## Excerpted records
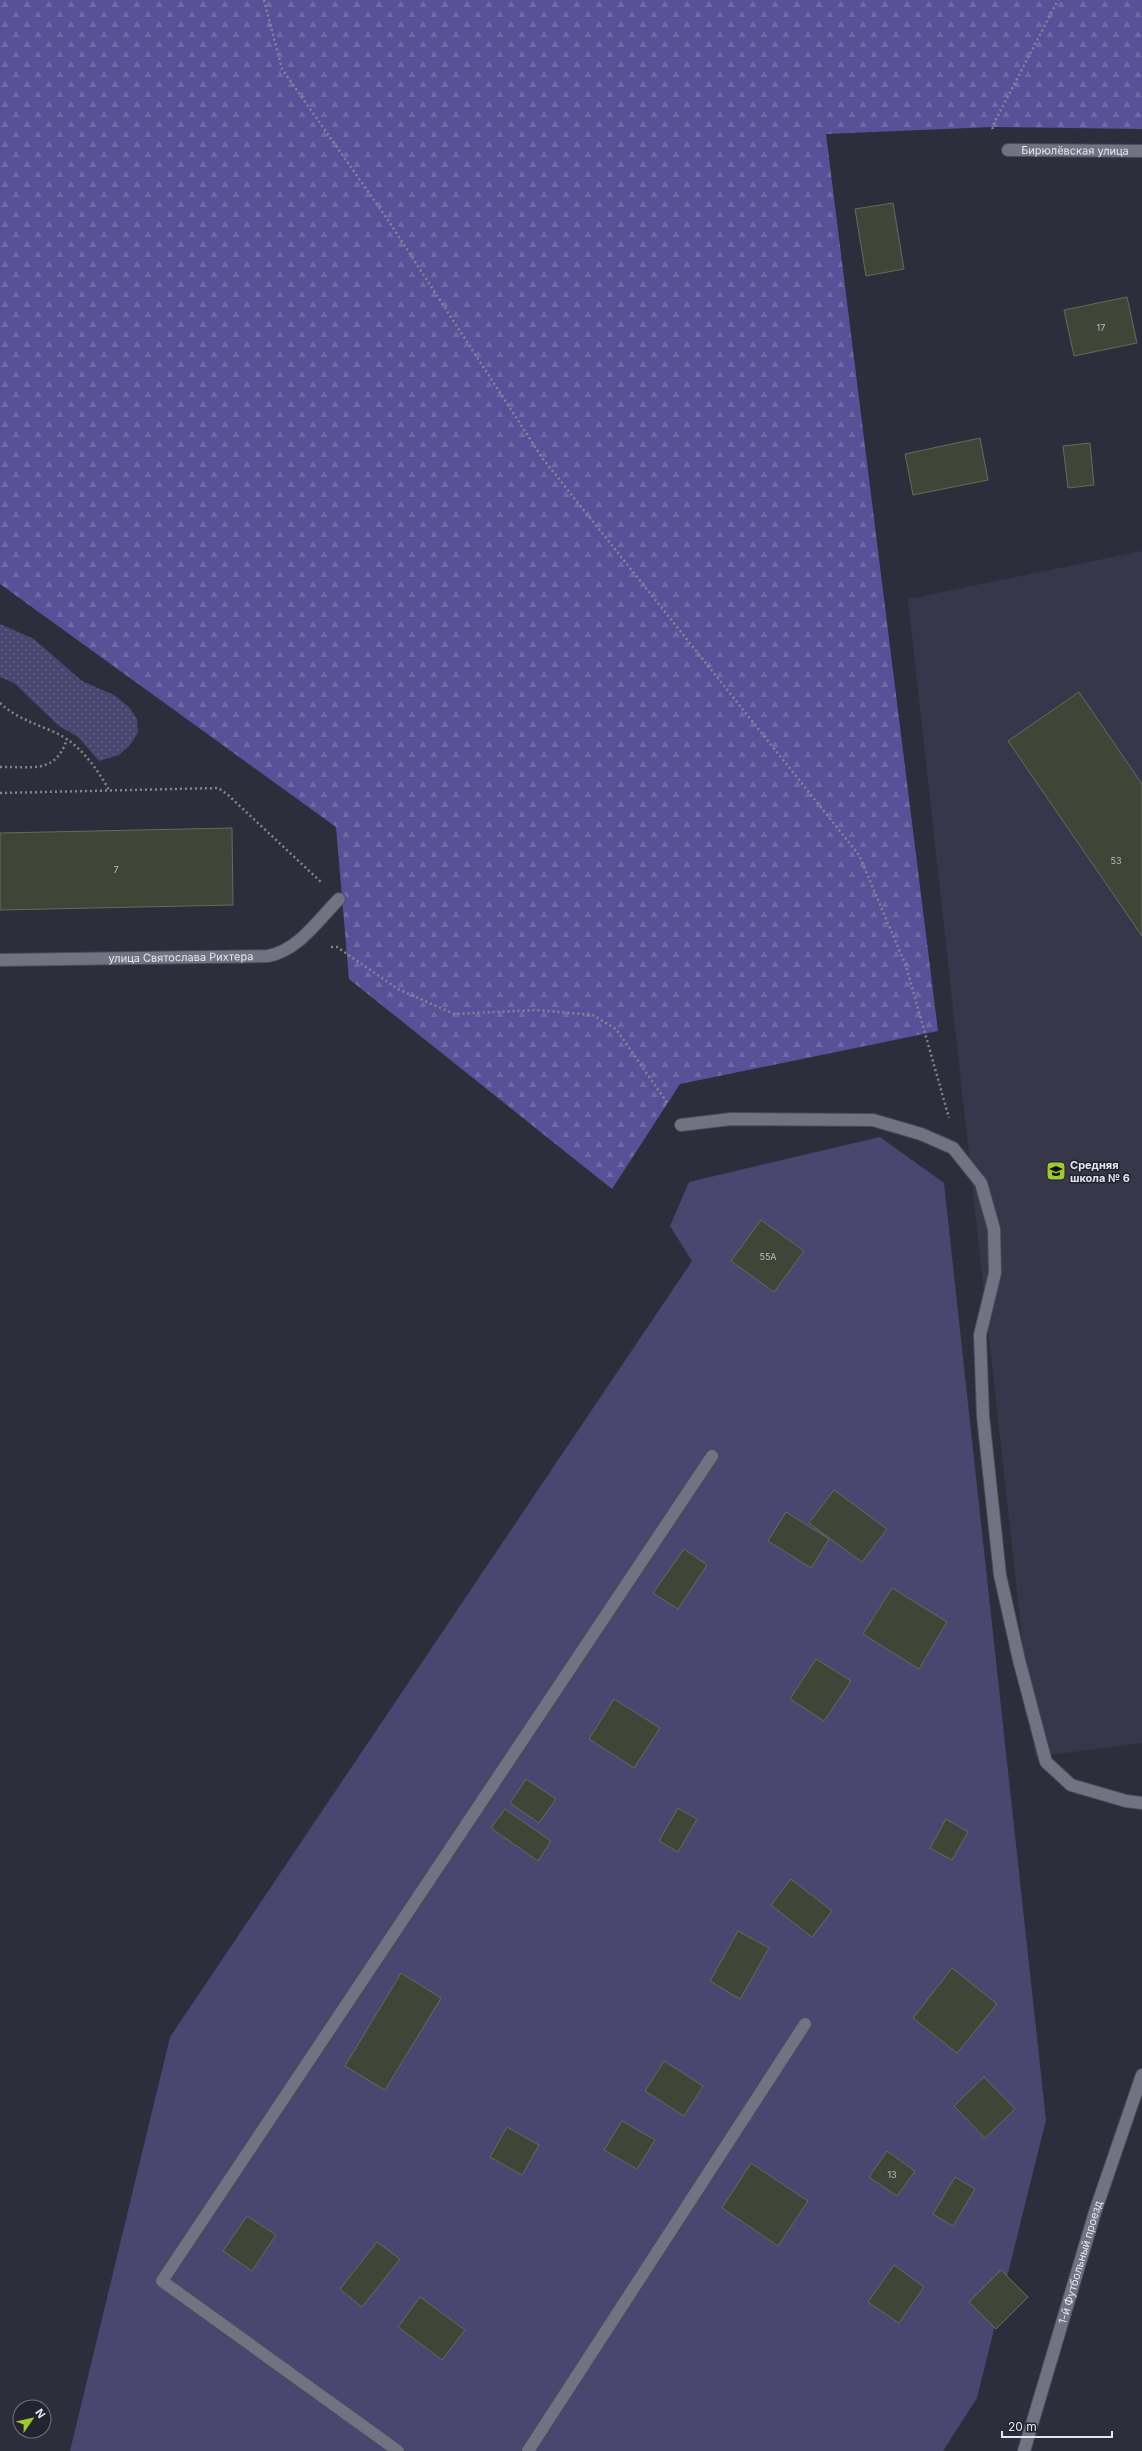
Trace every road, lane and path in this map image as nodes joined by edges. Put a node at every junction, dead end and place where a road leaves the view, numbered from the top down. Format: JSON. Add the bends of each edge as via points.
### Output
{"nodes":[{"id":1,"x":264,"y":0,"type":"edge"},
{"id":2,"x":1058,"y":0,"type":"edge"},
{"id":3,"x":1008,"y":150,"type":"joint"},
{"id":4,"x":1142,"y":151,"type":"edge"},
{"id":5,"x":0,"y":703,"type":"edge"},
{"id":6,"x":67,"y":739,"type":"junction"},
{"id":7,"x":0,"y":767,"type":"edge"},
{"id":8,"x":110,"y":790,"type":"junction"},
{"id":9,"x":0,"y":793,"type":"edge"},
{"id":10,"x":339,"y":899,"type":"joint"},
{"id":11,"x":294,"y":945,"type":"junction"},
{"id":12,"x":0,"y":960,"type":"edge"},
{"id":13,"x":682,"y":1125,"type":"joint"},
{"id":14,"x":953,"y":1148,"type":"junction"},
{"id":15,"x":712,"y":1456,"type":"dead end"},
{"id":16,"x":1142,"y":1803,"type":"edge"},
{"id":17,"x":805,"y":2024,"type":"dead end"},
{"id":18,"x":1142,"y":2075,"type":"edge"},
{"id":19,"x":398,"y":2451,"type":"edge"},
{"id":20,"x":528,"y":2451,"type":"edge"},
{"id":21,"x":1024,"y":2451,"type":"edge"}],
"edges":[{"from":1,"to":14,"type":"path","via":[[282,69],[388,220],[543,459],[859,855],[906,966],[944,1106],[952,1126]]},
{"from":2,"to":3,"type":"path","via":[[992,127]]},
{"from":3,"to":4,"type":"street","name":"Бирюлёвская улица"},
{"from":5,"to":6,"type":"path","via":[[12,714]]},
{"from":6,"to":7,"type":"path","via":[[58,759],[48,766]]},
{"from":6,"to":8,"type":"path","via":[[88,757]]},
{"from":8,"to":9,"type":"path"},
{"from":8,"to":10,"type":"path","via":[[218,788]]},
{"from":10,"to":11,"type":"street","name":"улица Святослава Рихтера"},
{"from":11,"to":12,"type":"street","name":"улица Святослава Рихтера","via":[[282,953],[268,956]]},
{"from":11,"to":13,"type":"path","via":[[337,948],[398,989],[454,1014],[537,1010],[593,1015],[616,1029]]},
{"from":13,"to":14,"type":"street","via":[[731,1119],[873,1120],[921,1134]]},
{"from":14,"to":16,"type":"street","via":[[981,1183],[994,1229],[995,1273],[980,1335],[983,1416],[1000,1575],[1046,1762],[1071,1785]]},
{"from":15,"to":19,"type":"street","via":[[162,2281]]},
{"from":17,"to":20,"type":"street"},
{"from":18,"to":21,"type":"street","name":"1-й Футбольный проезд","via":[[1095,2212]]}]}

## Problem description
From the material above, set down each entry exactly, but exclude the pictures.

## Exercise response
Trace every road, lane and path in this map image as nodes joined by edges. Put a node at every junction, dead end and place where a road leaves the view, numbered from the top down. Format: JSON. Add the bends of each edge as via points.
### Output
{"nodes":[{"id":1,"x":264,"y":0,"type":"edge"},
{"id":2,"x":1058,"y":0,"type":"edge"},
{"id":3,"x":1008,"y":150,"type":"joint"},
{"id":4,"x":1142,"y":151,"type":"edge"},
{"id":5,"x":0,"y":703,"type":"edge"},
{"id":6,"x":67,"y":739,"type":"junction"},
{"id":7,"x":0,"y":767,"type":"edge"},
{"id":8,"x":110,"y":790,"type":"junction"},
{"id":9,"x":0,"y":793,"type":"edge"},
{"id":10,"x":339,"y":899,"type":"joint"},
{"id":11,"x":294,"y":945,"type":"junction"},
{"id":12,"x":0,"y":960,"type":"edge"},
{"id":13,"x":682,"y":1125,"type":"joint"},
{"id":14,"x":953,"y":1148,"type":"junction"},
{"id":15,"x":712,"y":1456,"type":"dead end"},
{"id":16,"x":1142,"y":1803,"type":"edge"},
{"id":17,"x":805,"y":2024,"type":"dead end"},
{"id":18,"x":1142,"y":2075,"type":"edge"},
{"id":19,"x":398,"y":2451,"type":"edge"},
{"id":20,"x":528,"y":2451,"type":"edge"},
{"id":21,"x":1024,"y":2451,"type":"edge"}],
"edges":[{"from":1,"to":14,"type":"path","via":[[282,69],[388,220],[543,459],[859,855],[906,966],[944,1106],[952,1126]]},
{"from":2,"to":3,"type":"path","via":[[992,127]]},
{"from":3,"to":4,"type":"street","name":"Бирюлёвская улица"},
{"from":5,"to":6,"type":"path","via":[[12,714]]},
{"from":6,"to":7,"type":"path","via":[[58,759],[48,766]]},
{"from":6,"to":8,"type":"path","via":[[88,757]]},
{"from":8,"to":9,"type":"path"},
{"from":8,"to":10,"type":"path","via":[[218,788]]},
{"from":10,"to":11,"type":"street","name":"улица Святослава Рихтера"},
{"from":11,"to":12,"type":"street","name":"улица Святослава Рихтера","via":[[282,953],[268,956]]},
{"from":11,"to":13,"type":"path","via":[[337,948],[398,989],[454,1014],[537,1010],[593,1015],[616,1029]]},
{"from":13,"to":14,"type":"street","via":[[731,1119],[873,1120],[921,1134]]},
{"from":14,"to":16,"type":"street","via":[[981,1183],[994,1229],[995,1273],[980,1335],[983,1416],[1000,1575],[1046,1762],[1071,1785]]},
{"from":15,"to":19,"type":"street","via":[[162,2281]]},
{"from":17,"to":20,"type":"street"},
{"from":18,"to":21,"type":"street","name":"1-й Футбольный проезд","via":[[1095,2212]]}]}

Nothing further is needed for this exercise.